Summarizing, we observe that in general using the CAR-trick to convert the classical methods to the new link-community perspective, generates in several complex networks a significant increase in link prediction performance, suggesting that a new family of community-based link predictors is here proposed. In addition, we notice that whenever the community structure of the network (if present) is preserved, it can be exploited to achieve more accurate predictions using the new CAR-based family of link predictors.

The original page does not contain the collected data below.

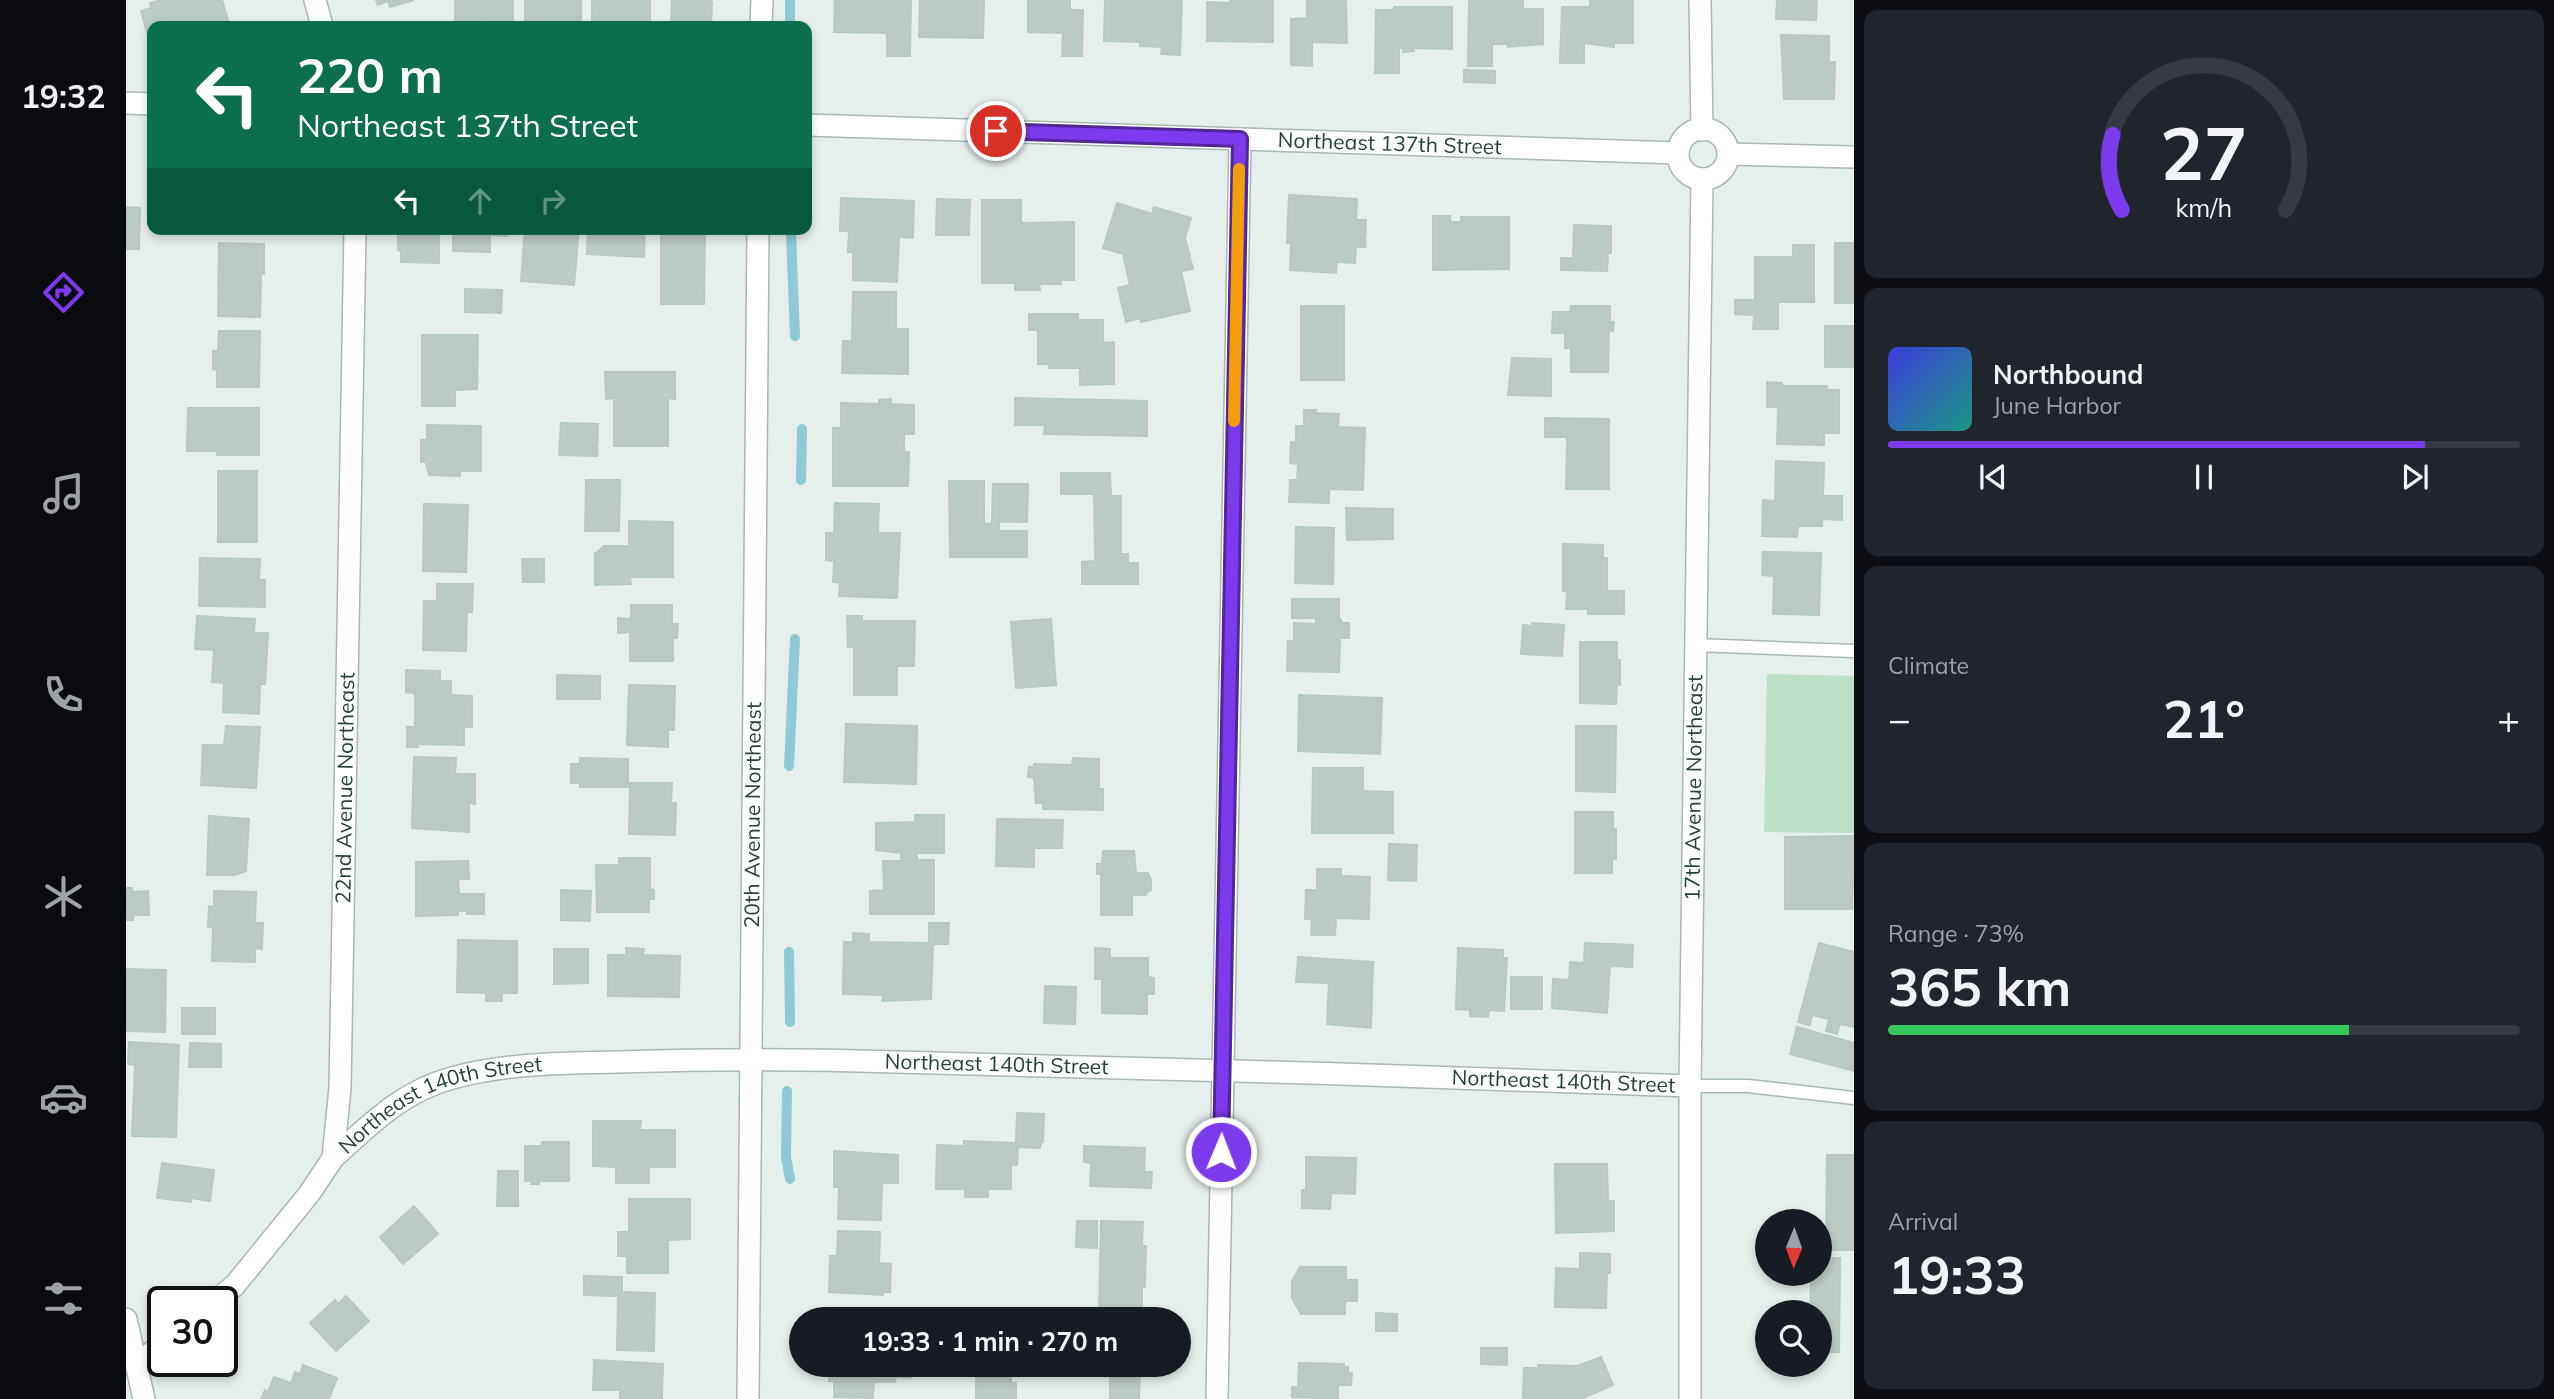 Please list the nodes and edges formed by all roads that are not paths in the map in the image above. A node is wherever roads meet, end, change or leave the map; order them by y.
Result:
1 (315, 0) edge
2 (762, 0) edge
3 (1700, 0) edge
4 (321, 21) edge
5 (761, 21) edge
6 (126, 103) edge
7 (147, 104) edge
8 (812, 125) edge
9 (1702, 130) junction
10 (1240, 139) junction
11 (1678, 153) junction
12 (1728, 154) junction
13 (1854, 157) edge
14 (1702, 179) junction
15 (355, 235) edge
16 (758, 235) edge
17 (1695, 645) junction
18 (1854, 651) edge
19 (750, 1058) junction
20 (1222, 1069) junction
21 (1690, 1086) junction
22 (1854, 1098) edge
23 (332, 1158) junction
24 (234, 1286) edge
25 (126, 1319) edge
26 (147, 1356) edge
27 (138, 1364) junction
28 (144, 1399) edge
29 (748, 1399) edge
30 (1217, 1399) edge
31 (1690, 1399) edge

1 - 4 street
2 - 5 street
3 - 9 street
6 - 7 street
8 - 10 street, Northeast 137th Street
9 - 11 street
9 - 12 street
10 - 11 street, Northeast 137th Street
10 - 20 street
11 - 14 street
12 - 13 street
12 - 14 street
14 - 17 street, 17th Avenue Northeast
15 - 23 street, 22nd Avenue Northeast
16 - 19 street, 20th Avenue Northeast
17 - 18 lane
17 - 21 street, 17th Avenue Northeast
19 - 20 street, Northeast 140th Street
19 - 23 street, Northeast 140th Street
19 - 29 street, 20th Avenue Northeast
20 - 21 street, Northeast 140th Street
20 - 30 street
21 - 22 lane
21 - 31 street, 17th Avenue Northeast
23 - 24 street, 22nd Avenue Northeast
25 - 27 street
26 - 27 street
27 - 28 street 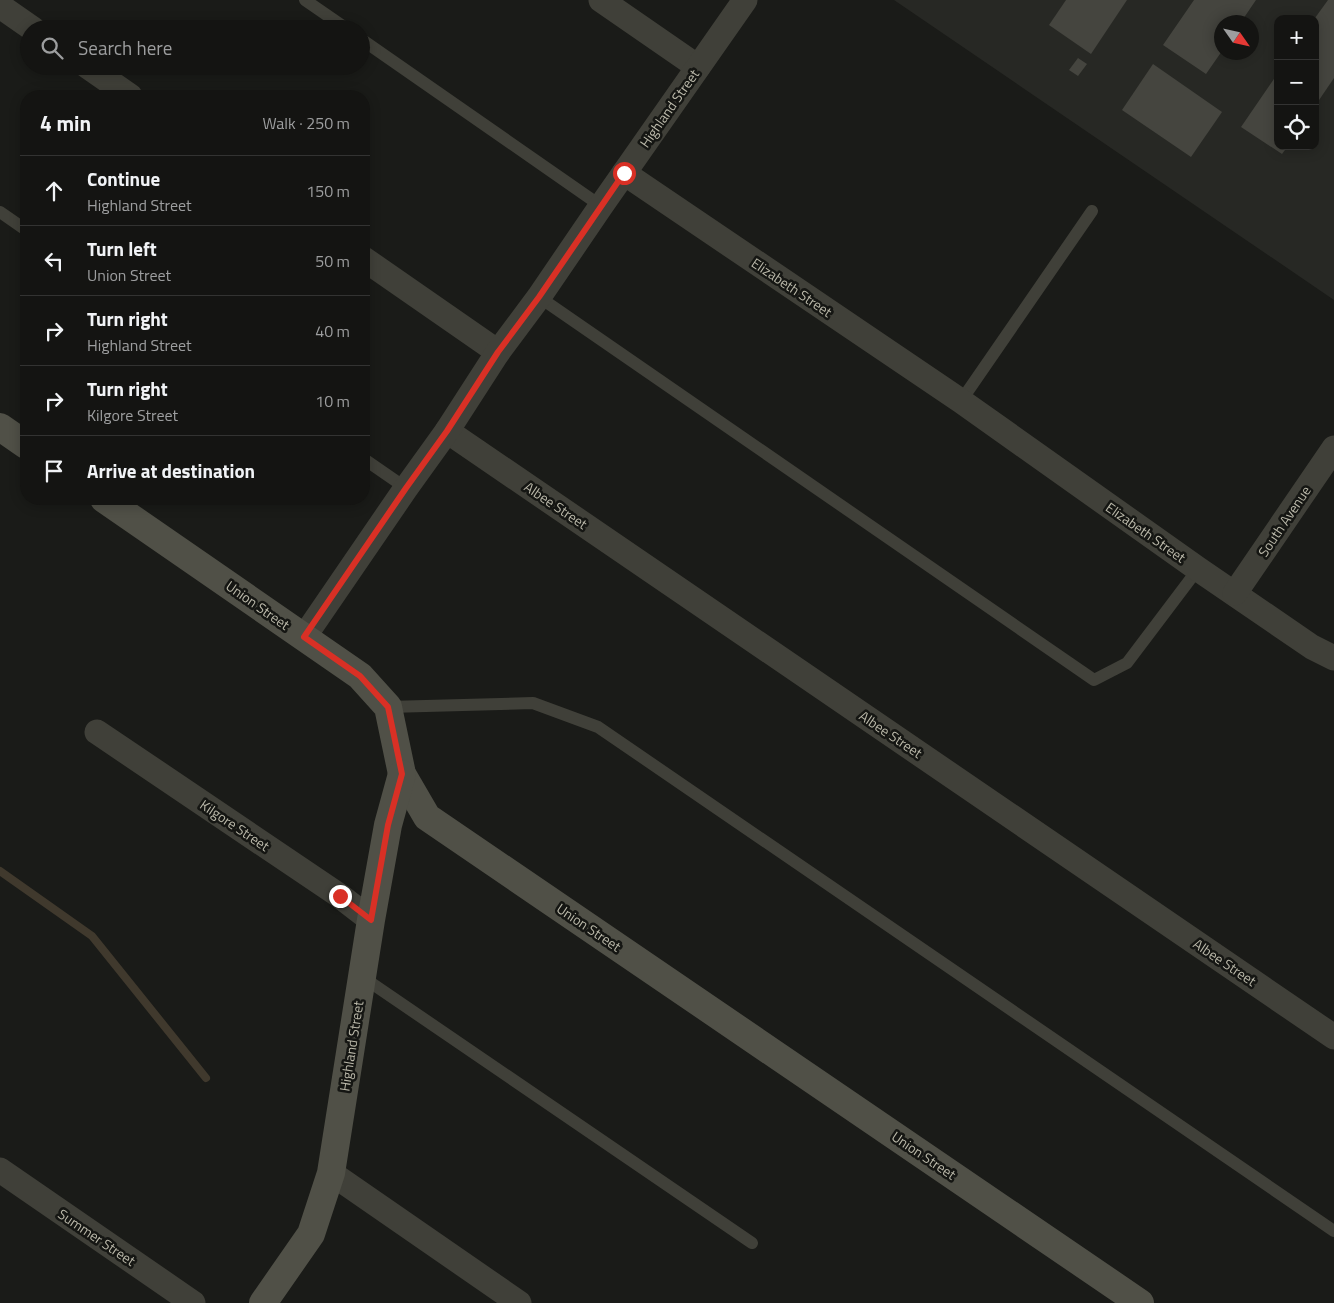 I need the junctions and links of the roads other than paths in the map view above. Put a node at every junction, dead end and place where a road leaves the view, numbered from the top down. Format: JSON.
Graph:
{"nodes":[{"id":1,"x":305,"y":0,"type":"edge"},
{"id":2,"x":601,"y":0,"type":"edge"},
{"id":3,"x":745,"y":0,"type":"edge"},
{"id":4,"x":0,"y":6,"type":"edge"},
{"id":5,"x":20,"y":20,"type":"edge"},
{"id":6,"x":334,"y":20,"type":"edge"},
{"id":7,"x":370,"y":45,"type":"edge"},
{"id":8,"x":698,"y":67,"type":"junction"},
{"id":9,"x":99,"y":75,"type":"edge"},
{"id":10,"x":121,"y":90,"type":"edge"},
{"id":11,"x":624,"y":173,"type":"junction"},
{"id":12,"x":601,"y":206,"type":"junction"},
{"id":13,"x":1092,"y":211,"type":"dead end"},
{"id":14,"x":0,"y":212,"type":"edge"},
{"id":15,"x":20,"y":226,"type":"edge"},
{"id":16,"x":370,"y":263,"type":"edge"},
{"id":17,"x":539,"y":297,"type":"junction"},
{"id":18,"x":498,"y":352,"type":"junction"},
{"id":19,"x":961,"y":401,"type":"junction"},
{"id":20,"x":0,"y":427,"type":"edge"},
{"id":21,"x":447,"y":431,"type":"junction"},
{"id":22,"x":20,"y":441,"type":"edge"},
{"id":23,"x":1334,"y":448,"type":"edge"},
{"id":24,"x":370,"y":463,"type":"edge"},
{"id":25,"x":406,"y":488,"type":"junction"},
{"id":26,"x":113,"y":505,"type":"edge"},
{"id":27,"x":1198,"y":569,"type":"junction"},
{"id":28,"x":1235,"y":593,"type":"junction"},
{"id":29,"x":304,"y":637,"type":"junction"},
{"id":30,"x":1334,"y":658,"type":"edge"},
{"id":31,"x":388,"y":707,"type":"junction"},
{"id":32,"x":97,"y":732,"type":"dead end"},
{"id":33,"x":402,"y":774,"type":"junction"},
{"id":34,"x":371,"y":920,"type":"junction"},
{"id":35,"x":362,"y":976,"type":"junction"},
{"id":36,"x":1334,"y":1037,"type":"edge"},
{"id":37,"x":0,"y":1170,"type":"edge"},
{"id":38,"x":331,"y":1173,"type":"junction"},
{"id":39,"x":1334,"y":1231,"type":"edge"},
{"id":40,"x":752,"y":1242,"type":"dead end"},
{"id":41,"x":193,"y":1303,"type":"edge"},
{"id":42,"x":263,"y":1303,"type":"edge"},
{"id":43,"x":519,"y":1303,"type":"edge"},
{"id":44,"x":1140,"y":1303,"type":"edge"}],
"edges":[{"from":1,"to":6,"type":"lane"},
{"from":2,"to":8,"type":"street"},
{"from":3,"to":8,"type":"street","name":"Highland Street"},
{"from":4,"to":5,"type":"street"},
{"from":7,"to":12,"type":"lane"},
{"from":8,"to":11,"type":"street","name":"Highland Street"},
{"from":9,"to":10,"type":"street"},
{"from":11,"to":12,"type":"street","name":"Highland Street"},
{"from":11,"to":19,"type":"street","name":"Elizabeth Street"},
{"from":12,"to":17,"type":"street","name":"Highland Street"},
{"from":13,"to":19,"type":"lane"},
{"from":14,"to":15,"type":"lane"},
{"from":16,"to":18,"type":"street"},
{"from":17,"to":18,"type":"street","name":"Highland Street"},
{"from":17,"to":27,"type":"lane"},
{"from":18,"to":21,"type":"street","name":"Highland Street"},
{"from":19,"to":27,"type":"street","name":"Elizabeth Street"},
{"from":20,"to":22,"type":"street"},
{"from":21,"to":25,"type":"street","name":"Highland Street"},
{"from":21,"to":36,"type":"street","name":"Albee Street"},
{"from":23,"to":28,"type":"street","name":"South Avenue"},
{"from":24,"to":25,"type":"lane"},
{"from":25,"to":29,"type":"street","name":"Highland Street"},
{"from":26,"to":29,"type":"street","name":"Union Street"},
{"from":27,"to":28,"type":"street","name":"Elizabeth Street"},
{"from":28,"to":30,"type":"street","name":"Elizabeth Street"},
{"from":29,"to":31,"type":"street","name":"Union Street"},
{"from":31,"to":33,"type":"street","name":"Union Street"},
{"from":31,"to":39,"type":"lane"},
{"from":32,"to":34,"type":"street","name":"Kilgore Street"},
{"from":33,"to":34,"type":"street","name":"Highland Street"},
{"from":33,"to":44,"type":"street","name":"Union Street"},
{"from":34,"to":35,"type":"street","name":"Highland Street"},
{"from":35,"to":38,"type":"street","name":"Highland Street"},
{"from":35,"to":40,"type":"lane"},
{"from":37,"to":41,"type":"street","name":"Summer Street"},
{"from":38,"to":42,"type":"street","name":"Highland Street"},
{"from":38,"to":43,"type":"street"}]}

The local community paradigm (LCP) in real networks

A necessary condition for the application of CAR's indices is that, during its growth, the network in question evolves in accordance with a general process, one of whose distinctive features is the development of diverse, overlapping and hierarchically organised local-communities15. We defined this form of topological self-organisation as a local-community-paradigm (LCP) and we therefore propose the LCP-decomposition-plot (LCP-DP) to visualise and investigate the effect of LCP on network topology. The LCP-DP is a form of network-decomposition because each real link in the network is plotted in a bi-dimensional space according both to its number of CNs (reported on the x-axis) and to the respective number of LCLs (number of links between the common-first-neighbours, reported on the y-axis). More specifically, given that the number of LCL is a squared function of the CNs (SI, section VIII), we found it more convenient to report the square root of LCL on the y-axis, so as to linearize the visualisation. The result of this decomposition is a plot that offers a link-based visualisation of the analysed network and provides information on the presence and size of its local-communities.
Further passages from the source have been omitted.